Saturday, February 2, 2013

Douglas Messerli | "Past Present Future Tense" (on Eric Overmyer's On the Verge)


past present future tense
by Douglas Messerli
 

Eric Overmyer On the Verge (or The Geography of Yearning), collected in Christopher Gould, ed. Anti-Naturalism (New York: Broadway Play Publishing, 1989).
 
Fanny, Mary, and Alexandra, three strong and adventurous women, are at the center of Overmyer’s play, first performed in 1985 at Baltimore’s Center Stage. These three women are good friends as they trek through Terra Incognita in the late 19th century, adventuring—dressed in dresses with backpacks and umbrellas—from the Himalayan mountains to the depths of Africa, busy keeping their journals along the way, with they share with the audience. Although they are aligned in their sense of adventure, they are each very different, at least by type: Mary, the eldest, is, as Overmyer describes her: “the leader, a passionate scientist, ebullient, joyful, not dray or academic. She is from Boston, but not affect a pronounced Boston accent. Fanny, from the Midwest, is conservative, but with a “wry wit.” Alex, the youngest, is “an apostle of the future, she is most modern, most out of place in the Victorian world. She has boundless energy.

      In short, they represent a spectrum of attachment to the past, present, and future; hence my borrowing the title of one of my own plays (by Kier Peters). By play’s end, as they reach the “verge,” a world of the 1950s, beyond the time and space of their own lives, Mary tredges on into the future to discover yet further “new” worlds, while Fanny and Alex remain in the present, Alex completely embracing the present by writing Burma Shave adds and music lyrics, with Fanny accepting the present somewhat critically, her sensibility still attached to the past.

      Fortunately, Overmyer does not make too much of these structural positioning in time, but allows his characters to constantly surprise us with their abilities to encounter what they previously have not experienced, including a young yeti, who attacks them with snowballs; Fanny’s husband Grover, whom she leaves behind in Terre Haute, and who eventually divorces Fanny while she is away on her voyage; a rapping Gorge Troll who demands they pay him to let them pass; and numerous other figures (all played by the same actor) who challenge and threaten them.

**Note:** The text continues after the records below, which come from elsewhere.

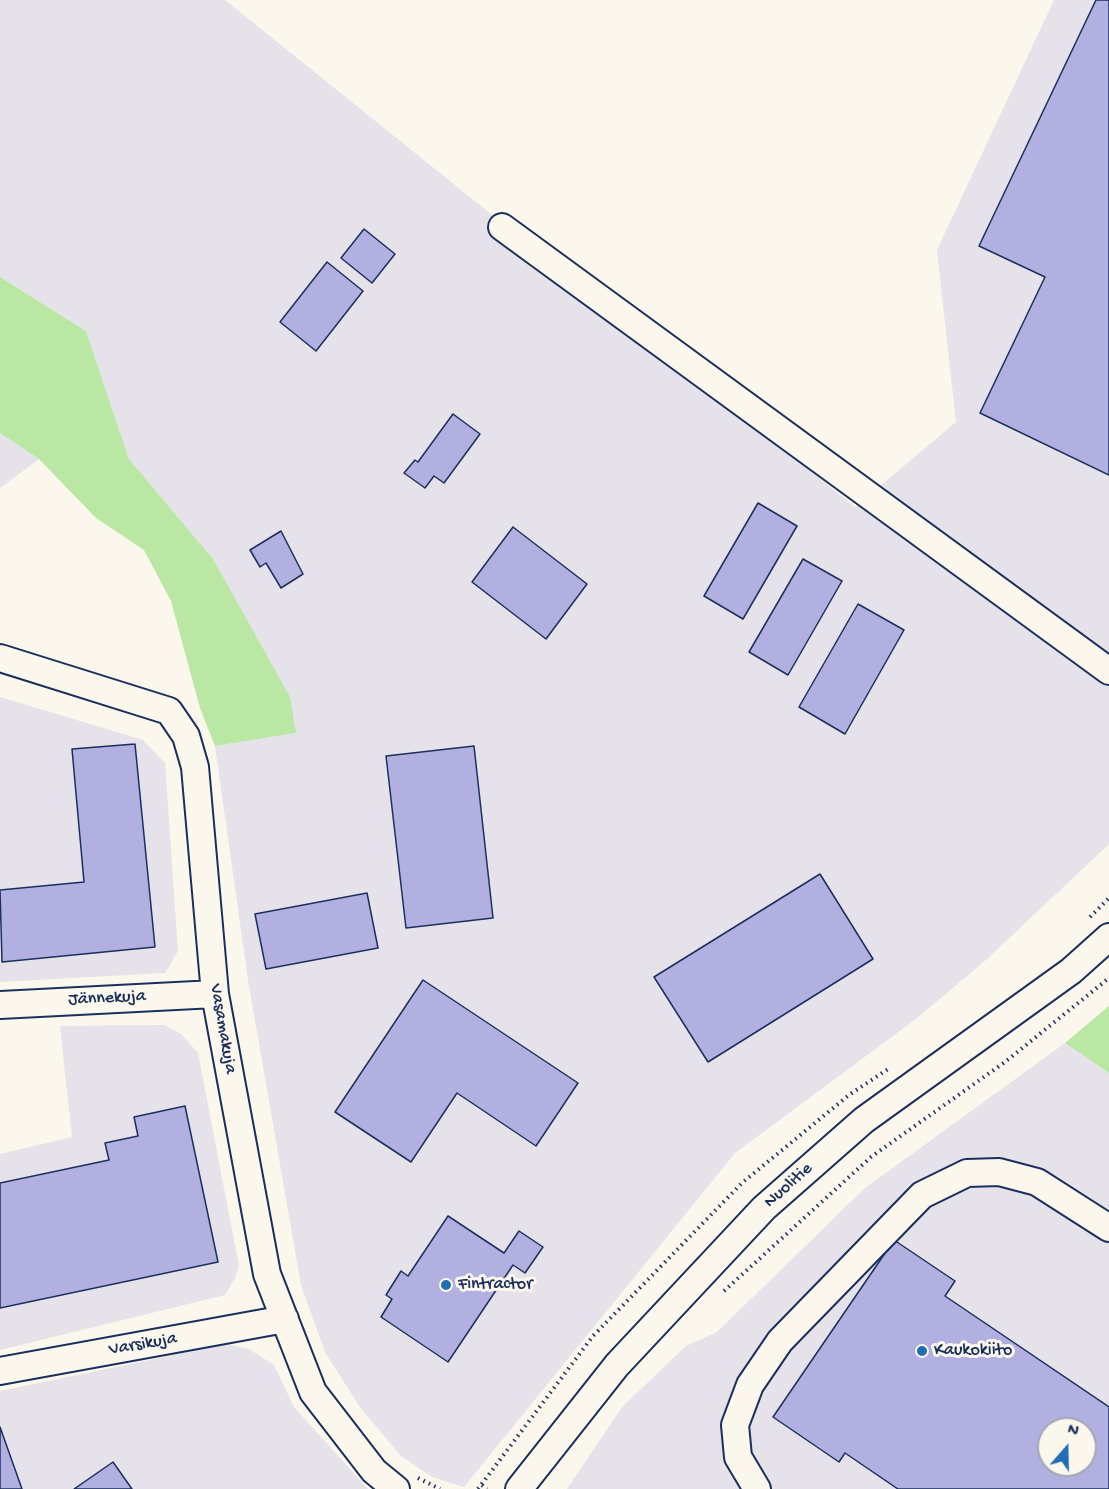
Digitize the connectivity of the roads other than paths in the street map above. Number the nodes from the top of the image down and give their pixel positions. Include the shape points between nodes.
1 (502, 227) dead end
2 (0, 658) edge
3 (1109, 671) edge
4 (1109, 937) edge
5 (214, 994) junction
6 (0, 1005) edge
7 (1109, 1228) edge
8 (285, 1319) junction
9 (0, 1371) edge
10 (396, 1489) edge
11 (519, 1489) edge
12 (757, 1489) edge

1 - 3 street
2 - 5 street, Vasamakuja via 169,711 186,736 195,767
4 - 11 street, Nuolitie via 1071,971 864,1120 764,1208 617,1365
5 - 6 street, Jännekuja
5 - 8 street, Vasamakuja via 267,1274
7 - 12 street via 1037,1182 999,1172 967,1173 922,1195 780,1341 750,1384 735,1425 738,1457
8 - 9 street, Varsikuja
8 - 10 street, Vasamakuja via 313,1392 374,1471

      But perhaps the most fun of On the Verge is in the second act when the three women begin to discover unidentifiable objects from the future, at first in the form of an eggbeater (reminiscent, strangely, of the discovery by two sexual adventurers in Djuna Barnes’ early short play, “Five Thousand Miles”), and then, through osmosis, objects and most particularly words and names that do not yet exist. Suddenly they have inexplicable knowledge of things that have yet taken place:
 
alex: The Grand Tetons are a lovely little range
fanny: Someday they will be preserved as a national park
                                       by Teddy Roosevelt.
mary: Teddy Roosevelt?
alex: I’ve never heard of him.
…..
fanny: His statue is in front of the Museum of Natural History.
mary: In New York? No. It is not. Not when I was there last.
fanny: Certainly not. That statue will not be erected until 1936.

Before long they are discovering clippings from 1972 and mouthing names and words such as Nixon, Mrs. Butterworth, Burma Shave, Cream cheese, and Robert Lowell. Meeting a character named Mr. Coffee, Fanny discovers she has been declared legally dead by Grover, who has remarried and grown wealthy. They all three meet the purveyor of a nightclub run by piano player Nicky, who hires the somewhat malapropistic Alex to write Burma Shave jingles, and allows Fanny a much-needed bath in a Jacuzzi and her first taste of Cool Whip.

      

      Throughout Overmyer whips up this dizzying feast of words into slightly phenomenological or even metaphysical events, but luckily doesn’t carry these issues so far that the play loses its slightly perverse sense of humor. And in the end, Mary floats off into the “zeeroxen” with a silly package of jargon which is at the heart of Overmyer’s comic work:

See you later, alligator. Au revoir, bon voyage. Stay dry. Try to write.

And Mary’s final speech, a sort of hash of Rod Serling and Carl Sagan, speaks of the wonderment of these proto-feminist women:
 
Billions of new worlds, waiting to be discovered. Explored
and illuminated. Within and without. The nautilus shell
mimics the shape of the Milky Way. Quarks and quasars.
My face is bathed in light from a vanished star. (Beat) I stand
on the precipice. The air is rare. Bracing. Before me stretch
dark distances. Clusters of light. What next? I have no idea.
Many mysteries to come. I am on the verge.

A bit like Wagnerian heroes, these three women put all their sexual energy into the voyage of life itself, living out their adventures as an almost physical desire, as opposed to submitting to the passive, demanding, and threatening men their encounter along their paths.